** What is needed **
Go through the data below and gather each line containing "nodes".

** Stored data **

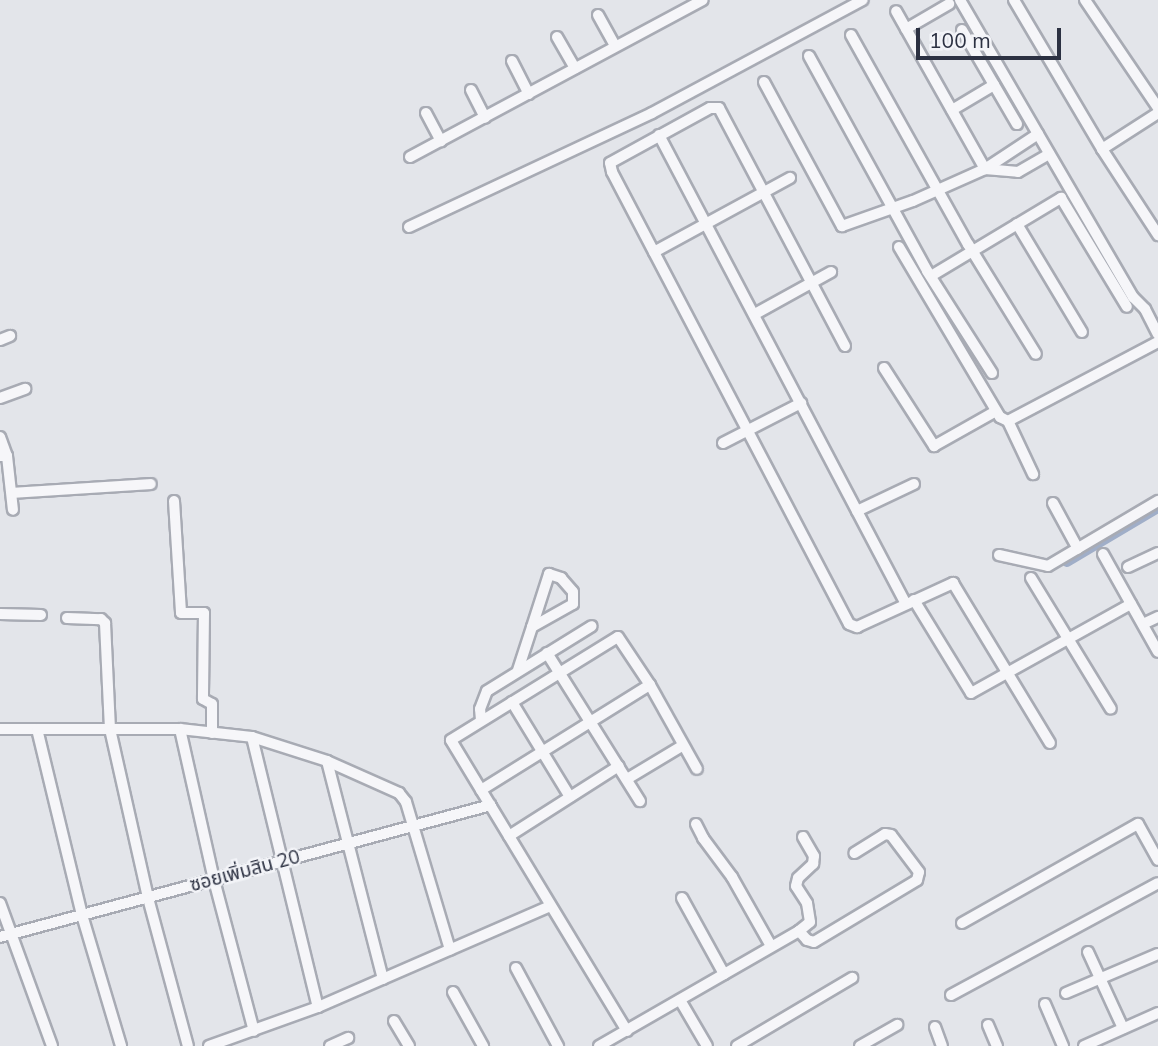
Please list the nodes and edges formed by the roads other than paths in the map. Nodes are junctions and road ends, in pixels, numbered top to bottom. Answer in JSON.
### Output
{"nodes":[{"id":1,"x":702,"y":0,"type":"edge"},
{"id":2,"x":863,"y":0,"type":"edge"},
{"id":3,"x":1014,"y":0,"type":"edge"},
{"id":4,"x":1085,"y":0,"type":"edge"},
{"id":5,"x":955,"y":2,"type":"edge"},
{"id":6,"x":896,"y":11,"type":"dead end"},
{"id":7,"x":598,"y":15,"type":"dead end"},
{"id":8,"x":906,"y":29,"type":"junction"},
{"id":9,"x":962,"y":30,"type":"dead end"},
{"id":10,"x":851,"y":35,"type":"dead end"},
{"id":11,"x":557,"y":37,"type":"dead end"},
{"id":12,"x":615,"y":46,"type":"junction"},
{"id":13,"x":809,"y":56,"type":"dead end"},
{"id":14,"x":512,"y":61,"type":"dead end"},
{"id":15,"x":575,"y":68,"type":"junction"},
{"id":16,"x":764,"y":82,"type":"dead end"},
{"id":17,"x":994,"y":85,"type":"junction"},
{"id":18,"x":471,"y":90,"type":"dead end"},
{"id":19,"x":529,"y":94,"type":"junction"},
{"id":20,"x":952,"y":110,"type":"junction"},
{"id":21,"x":1158,"y":111,"type":"edge"},
{"id":22,"x":426,"y":113,"type":"dead end"},
{"id":23,"x":485,"y":118,"type":"junction"},
{"id":24,"x":1017,"y":124,"type":"dead end"},
{"id":25,"x":1038,"y":134,"type":"junction"},
{"id":26,"x":659,"y":135,"type":"junction"},
{"id":27,"x":441,"y":141,"type":"junction"},
{"id":28,"x":1102,"y":149,"type":"junction"},
{"id":29,"x":1049,"y":154,"type":"junction"},
{"id":30,"x":410,"y":157,"type":"dead end"},
{"id":31,"x":985,"y":169,"type":"junction"},
{"id":32,"x":790,"y":178,"type":"dead end"},
{"id":33,"x":938,"y":190,"type":"junction"},
{"id":34,"x":763,"y":191,"type":"junction"},
{"id":35,"x":893,"y":208,"type":"junction"},
{"id":36,"x":706,"y":224,"type":"junction"},
{"id":37,"x":1017,"y":225,"type":"junction"},
{"id":38,"x":410,"y":227,"type":"dead end"},
{"id":39,"x":1158,"y":235,"type":"edge"},
{"id":40,"x":899,"y":247,"type":"dead end"},
{"id":41,"x":972,"y":251,"type":"junction"},
{"id":42,"x":654,"y":253,"type":"junction"},
{"id":43,"x":831,"y":272,"type":"dead end"},
{"id":44,"x":931,"y":276,"type":"junction"},
{"id":45,"x":812,"y":283,"type":"junction"},
{"id":46,"x":1127,"y":307,"type":"dead end"},
{"id":47,"x":755,"y":314,"type":"junction"},
{"id":48,"x":1082,"y":332,"type":"dead end"},
{"id":49,"x":1158,"y":334,"type":"edge"},
{"id":50,"x":1158,"y":342,"type":"edge"},
{"id":51,"x":845,"y":346,"type":"dead end"},
{"id":52,"x":1036,"y":354,"type":"dead end"},
{"id":53,"x":884,"y":368,"type":"dead end"},
{"id":54,"x":992,"y":373,"type":"dead end"},
{"id":55,"x":25,"y":389,"type":"dead end"},
{"id":56,"x":0,"y":398,"type":"edge"},
{"id":57,"x":802,"y":402,"type":"junction"},
{"id":58,"x":996,"y":411,"type":"junction"},
{"id":59,"x":1008,"y":421,"type":"junction"},
{"id":60,"x":748,"y":430,"type":"junction"},
{"id":61,"x":0,"y":437,"type":"edge"},
{"id":62,"x":723,"y":443,"type":"dead end"},
{"id":63,"x":4,"y":456,"type":"edge"},
{"id":64,"x":1033,"y":474,"type":"dead end"},
{"id":65,"x":151,"y":484,"type":"dead end"},
{"id":66,"x":914,"y":484,"type":"dead end"},
{"id":67,"x":12,"y":493,"type":"junction"},
{"id":68,"x":1158,"y":500,"type":"edge"},
{"id":69,"x":174,"y":501,"type":"dead end"},
{"id":70,"x":1053,"y":503,"type":"dead end"},
{"id":71,"x":13,"y":510,"type":"dead end"},
{"id":72,"x":857,"y":511,"type":"junction"},
{"id":73,"x":1078,"y":549,"type":"junction"},
{"id":74,"x":1158,"y":553,"type":"edge"},
{"id":75,"x":1103,"y":554,"type":"dead end"},
{"id":76,"x":999,"y":555,"type":"dead end"},
{"id":77,"x":1128,"y":567,"type":"dead end"},
{"id":78,"x":1031,"y":578,"type":"dead end"},
{"id":79,"x":910,"y":602,"type":"junction"},
{"id":80,"x":1131,"y":604,"type":"junction"},
{"id":81,"x":0,"y":614,"type":"edge"},
{"id":82,"x":41,"y":615,"type":"dead end"},
{"id":83,"x":1158,"y":617,"type":"edge"},
{"id":84,"x":67,"y":618,"type":"dead end"},
{"id":85,"x":1143,"y":624,"type":"junction"},
{"id":86,"x":592,"y":626,"type":"dead end"},
{"id":87,"x":532,"y":627,"type":"junction"},
{"id":88,"x":1069,"y":639,"type":"junction"},
{"id":89,"x":1158,"y":652,"type":"edge"},
{"id":90,"x":547,"y":653,"type":"junction"},
{"id":91,"x":518,"y":670,"type":"junction"},
{"id":92,"x":560,"y":673,"type":"junction"},
{"id":93,"x":1008,"y":673,"type":"junction"},
{"id":94,"x":650,"y":685,"type":"junction"},
{"id":95,"x":512,"y":702,"type":"junction"},
{"id":96,"x":1111,"y":709,"type":"dead end"},
{"id":97,"x":481,"y":720,"type":"junction"},
{"id":98,"x":592,"y":721,"type":"junction"},
{"id":99,"x":0,"y":729,"type":"edge"},
{"id":100,"x":110,"y":729,"type":"junction"},
{"id":101,"x":180,"y":729,"type":"junction"},
{"id":102,"x":37,"y":730,"type":"junction"},
{"id":103,"x":212,"y":733,"type":"junction"},
{"id":104,"x":252,"y":737,"type":"junction"},
{"id":105,"x":1050,"y":743,"type":"dead end"},
{"id":106,"x":682,"y":746,"type":"junction"},
{"id":107,"x":543,"y":751,"type":"junction"},
{"id":108,"x":327,"y":761,"type":"junction"},
{"id":109,"x":619,"y":766,"type":"junction"},
{"id":110,"x":696,"y":769,"type":"dead end"},
{"id":111,"x":626,"y":779,"type":"junction"},
{"id":112,"x":481,"y":790,"type":"junction"},
{"id":113,"x":570,"y":797,"type":"junction"},
{"id":114,"x":640,"y":801,"type":"dead end"},
{"id":115,"x":491,"y":806,"type":"junction"},
{"id":116,"x":696,"y":824,"type":"dead end"},
{"id":117,"x":414,"y":826,"type":"junction"},
{"id":118,"x":509,"y":836,"type":"junction"},
{"id":119,"x":803,"y":836,"type":"dead end"},
{"id":120,"x":347,"y":844,"type":"junction"},
{"id":121,"x":854,"y":853,"type":"dead end"},
{"id":122,"x":1158,"y":860,"type":"edge"},
{"id":123,"x":280,"y":862,"type":"junction"},
{"id":124,"x":214,"y":880,"type":"junction"},
{"id":125,"x":1158,"y":884,"type":"edge"},
{"id":126,"x":148,"y":898,"type":"junction"},
{"id":127,"x":682,"y":898,"type":"dead end"},
{"id":128,"x":0,"y":903,"type":"edge"},
{"id":129,"x":550,"y":906,"type":"junction"},
{"id":130,"x":82,"y":915,"type":"junction"},
{"id":131,"x":962,"y":923,"type":"dead end"},
{"id":132,"x":799,"y":931,"type":"junction"},
{"id":133,"x":5,"y":936,"type":"edge"},
{"id":134,"x":771,"y":946,"type":"junction"},
{"id":135,"x":450,"y":950,"type":"junction"},
{"id":136,"x":1088,"y":952,"type":"dead end"},
{"id":137,"x":1158,"y":954,"type":"edge"},
{"id":138,"x":516,"y":968,"type":"dead end"},
{"id":139,"x":724,"y":974,"type":"junction"},
{"id":140,"x":852,"y":978,"type":"dead end"},
{"id":141,"x":1100,"y":978,"type":"junction"},
{"id":142,"x":383,"y":979,"type":"junction"},
{"id":143,"x":453,"y":992,"type":"dead end"},
{"id":144,"x":1066,"y":993,"type":"dead end"},
{"id":145,"x":951,"y":995,"type":"dead end"},
{"id":146,"x":680,"y":1000,"type":"junction"},
{"id":147,"x":1045,"y":1004,"type":"dead end"},
{"id":148,"x":318,"y":1007,"type":"junction"},
{"id":149,"x":1158,"y":1013,"type":"edge"},
{"id":150,"x":394,"y":1021,"type":"dead end"},
{"id":151,"x":897,"y":1025,"type":"dead end"},
{"id":152,"x":989,"y":1025,"type":"dead end"},
{"id":153,"x":935,"y":1027,"type":"dead end"},
{"id":154,"x":1123,"y":1028,"type":"junction"},
{"id":155,"x":254,"y":1031,"type":"junction"},
{"id":156,"x":627,"y":1031,"type":"junction"},
{"id":157,"x":348,"y":1038,"type":"dead end"},
{"id":158,"x":52,"y":1046,"type":"edge"},
{"id":159,"x":121,"y":1046,"type":"edge"},
{"id":160,"x":188,"y":1046,"type":"edge"},
{"id":161,"x":209,"y":1046,"type":"edge"},
{"id":162,"x":330,"y":1046,"type":"edge"},
{"id":163,"x":409,"y":1046,"type":"edge"},
{"id":164,"x":483,"y":1046,"type":"edge"},
{"id":165,"x":558,"y":1046,"type":"edge"},
{"id":166,"x":599,"y":1046,"type":"edge"},
{"id":167,"x":707,"y":1046,"type":"edge"},
{"id":168,"x":737,"y":1046,"type":"edge"},
{"id":169,"x":860,"y":1046,"type":"edge"},
{"id":170,"x":942,"y":1046,"type":"edge"},
{"id":171,"x":997,"y":1046,"type":"edge"},
{"id":172,"x":1063,"y":1046,"type":"edge"},
{"id":173,"x":1084,"y":1046,"type":"edge"}],
"edges":[{"from":1,"to":12,"type":"street"},
{"from":2,"to":38,"type":"street"},
{"from":3,"to":28,"type":"street"},
{"from":4,"to":21,"type":"street"},
{"from":5,"to":8,"type":"street"},
{"from":5,"to":25,"type":"street"},
{"from":6,"to":8,"type":"street"},
{"from":7,"to":12,"type":"street"},
{"from":8,"to":20,"type":"street"},
{"from":9,"to":17,"type":"street"},
{"from":10,"to":33,"type":"street"},
{"from":11,"to":15,"type":"street"},
{"from":12,"to":15,"type":"street"},
{"from":13,"to":35,"type":"street"},
{"from":14,"to":19,"type":"street"},
{"from":15,"to":19,"type":"street"},
{"from":16,"to":35,"type":"street"},
{"from":17,"to":20,"type":"street"},
{"from":17,"to":24,"type":"street"},
{"from":18,"to":23,"type":"street"},
{"from":19,"to":23,"type":"street"},
{"from":20,"to":31,"type":"street"},
{"from":21,"to":28,"type":"street"},
{"from":22,"to":27,"type":"street"},
{"from":23,"to":27,"type":"street"},
{"from":25,"to":29,"type":"street"},
{"from":25,"to":31,"type":"street"},
{"from":26,"to":34,"type":"street"},
{"from":26,"to":36,"type":"street"},
{"from":26,"to":42,"type":"street"},
{"from":27,"to":30,"type":"street"},
{"from":28,"to":39,"type":"street"},
{"from":29,"to":31,"type":"street"},
{"from":29,"to":49,"type":"street"},
{"from":31,"to":33,"type":"street"},
{"from":32,"to":34,"type":"street"},
{"from":33,"to":35,"type":"street"},
{"from":33,"to":41,"type":"street"},
{"from":34,"to":36,"type":"street"},
{"from":34,"to":45,"type":"street"},
{"from":35,"to":44,"type":"street"},
{"from":36,"to":42,"type":"street"},
{"from":36,"to":47,"type":"street"},
{"from":37,"to":41,"type":"street"},
{"from":37,"to":46,"type":"street"},
{"from":37,"to":48,"type":"street"},
{"from":40,"to":58,"type":"street"},
{"from":41,"to":44,"type":"street"},
{"from":41,"to":52,"type":"street"},
{"from":42,"to":60,"type":"street"},
{"from":43,"to":45,"type":"street"},
{"from":44,"to":54,"type":"street"},
{"from":45,"to":47,"type":"street"},
{"from":45,"to":51,"type":"street"},
{"from":47,"to":57,"type":"street"},
{"from":50,"to":59,"type":"street"},
{"from":53,"to":58,"type":"street"},
{"from":55,"to":56,"type":"street"},
{"from":57,"to":60,"type":"street"},
{"from":57,"to":72,"type":"street"},
{"from":58,"to":59,"type":"street"},
{"from":59,"to":64,"type":"street"},
{"from":60,"to":62,"type":"street"},
{"from":60,"to":79,"type":"street"},
{"from":61,"to":63,"type":"street"},
{"from":63,"to":67,"type":"street"},
{"from":65,"to":67,"type":"street"},
{"from":66,"to":72,"type":"street"},
{"from":67,"to":71,"type":"street"},
{"from":68,"to":73,"type":"street"},
{"from":69,"to":103,"type":"street"},
{"from":70,"to":73,"type":"street"},
{"from":72,"to":79,"type":"street"},
{"from":73,"to":76,"type":"street"},
{"from":74,"to":77,"type":"street"},
{"from":75,"to":80,"type":"street"},
{"from":78,"to":88,"type":"street"},
{"from":79,"to":93,"type":"street"},
{"from":79,"to":93,"type":"street"},
{"from":80,"to":85,"type":"street"},
{"from":80,"to":88,"type":"street"},
{"from":81,"to":82,"type":"street"},
{"from":83,"to":85,"type":"street"},
{"from":84,"to":100,"type":"street"},
{"from":85,"to":89,"type":"street"},
{"from":86,"to":90,"type":"street"},
{"from":87,"to":87,"type":"street"},
{"from":87,"to":91,"type":"street"},
{"from":88,"to":93,"type":"street"},
{"from":88,"to":96,"type":"street"},
{"from":90,"to":91,"type":"street"},
{"from":90,"to":92,"type":"street"},
{"from":91,"to":97,"type":"street"},
{"from":92,"to":94,"type":"street"},
{"from":92,"to":95,"type":"street"},
{"from":92,"to":98,"type":"street"},
{"from":93,"to":105,"type":"street"},
{"from":94,"to":98,"type":"street"},
{"from":94,"to":106,"type":"street"},
{"from":95,"to":97,"type":"street"},
{"from":95,"to":107,"type":"street"},
{"from":97,"to":112,"type":"street"},
{"from":98,"to":107,"type":"street"},
{"from":98,"to":109,"type":"street"},
{"from":99,"to":102,"type":"street"},
{"from":100,"to":101,"type":"street"},
{"from":100,"to":102,"type":"street"},
{"from":100,"to":126,"type":"street"},
{"from":101,"to":103,"type":"street"},
{"from":101,"to":124,"type":"street"},
{"from":102,"to":130,"type":"street"},
{"from":103,"to":104,"type":"street"},
{"from":104,"to":108,"type":"street"},
{"from":104,"to":123,"type":"street"},
{"from":106,"to":110,"type":"street"},
{"from":106,"to":111,"type":"street"},
{"from":107,"to":112,"type":"street"},
{"from":107,"to":113,"type":"street"},
{"from":108,"to":117,"type":"street"},
{"from":108,"to":120,"type":"street"},
{"from":109,"to":111,"type":"street"},
{"from":109,"to":113,"type":"street"},
{"from":111,"to":114,"type":"street"},
{"from":112,"to":115,"type":"street"},
{"from":113,"to":118,"type":"street"},
{"from":115,"to":117,"type":"street","name":"ซอยเพิ่มสิน 20"},
{"from":115,"to":118,"type":"street"},
{"from":116,"to":134,"type":"street"},
{"from":117,"to":120,"type":"street","name":"ซอยเพิ่มสิน 20"},
{"from":117,"to":135,"type":"street"},
{"from":118,"to":129,"type":"street"},
{"from":119,"to":132,"type":"street"},
{"from":120,"to":123,"type":"street","name":"ซอยเพิ่มสิน 20"},
{"from":120,"to":142,"type":"street"},
{"from":121,"to":132,"type":"street"},
{"from":122,"to":131,"type":"street"},
{"from":123,"to":124,"type":"street","name":"ซอยเพิ่มสิน 20"},
{"from":123,"to":148,"type":"street"},
{"from":124,"to":126,"type":"street","name":"ซอยเพิ่มสิน 20"},
{"from":124,"to":155,"type":"street"},
{"from":125,"to":145,"type":"street"},
{"from":126,"to":130,"type":"street","name":"ซอยเพิ่มสิน 20"},
{"from":126,"to":160,"type":"street"},
{"from":127,"to":139,"type":"street"},
{"from":128,"to":133,"type":"street"},
{"from":129,"to":135,"type":"street"},
{"from":129,"to":156,"type":"street"},
{"from":130,"to":133,"type":"street","name":"ซอยเพิ่มสิน 20"},
{"from":130,"to":159,"type":"street"},
{"from":132,"to":134,"type":"street"},
{"from":133,"to":158,"type":"street"},
{"from":134,"to":139,"type":"street"},
{"from":135,"to":142,"type":"street"},
{"from":136,"to":141,"type":"street"},
{"from":137,"to":141,"type":"street"},
{"from":138,"to":165,"type":"street"},
{"from":139,"to":146,"type":"street"},
{"from":140,"to":168,"type":"street"},
{"from":141,"to":144,"type":"street"},
{"from":141,"to":154,"type":"street"},
{"from":142,"to":148,"type":"street"},
{"from":143,"to":164,"type":"street"},
{"from":146,"to":156,"type":"street"},
{"from":146,"to":167,"type":"street"},
{"from":147,"to":172,"type":"street"},
{"from":148,"to":155,"type":"street"},
{"from":149,"to":154,"type":"street"},
{"from":150,"to":163,"type":"street"},
{"from":151,"to":169,"type":"street"},
{"from":152,"to":171,"type":"street"},
{"from":153,"to":170,"type":"street"},
{"from":154,"to":173,"type":"street"},
{"from":155,"to":161,"type":"street"},
{"from":156,"to":166,"type":"street"},
{"from":157,"to":162,"type":"street"}]}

** Result for this exercise **
Please list the nodes and edges formed by the roads other than paths in the map. Nodes are junctions and road ends, in pixels, numbered top to bottom. Answer in JSON.
{"nodes":[{"id":1,"x":702,"y":0,"type":"edge"},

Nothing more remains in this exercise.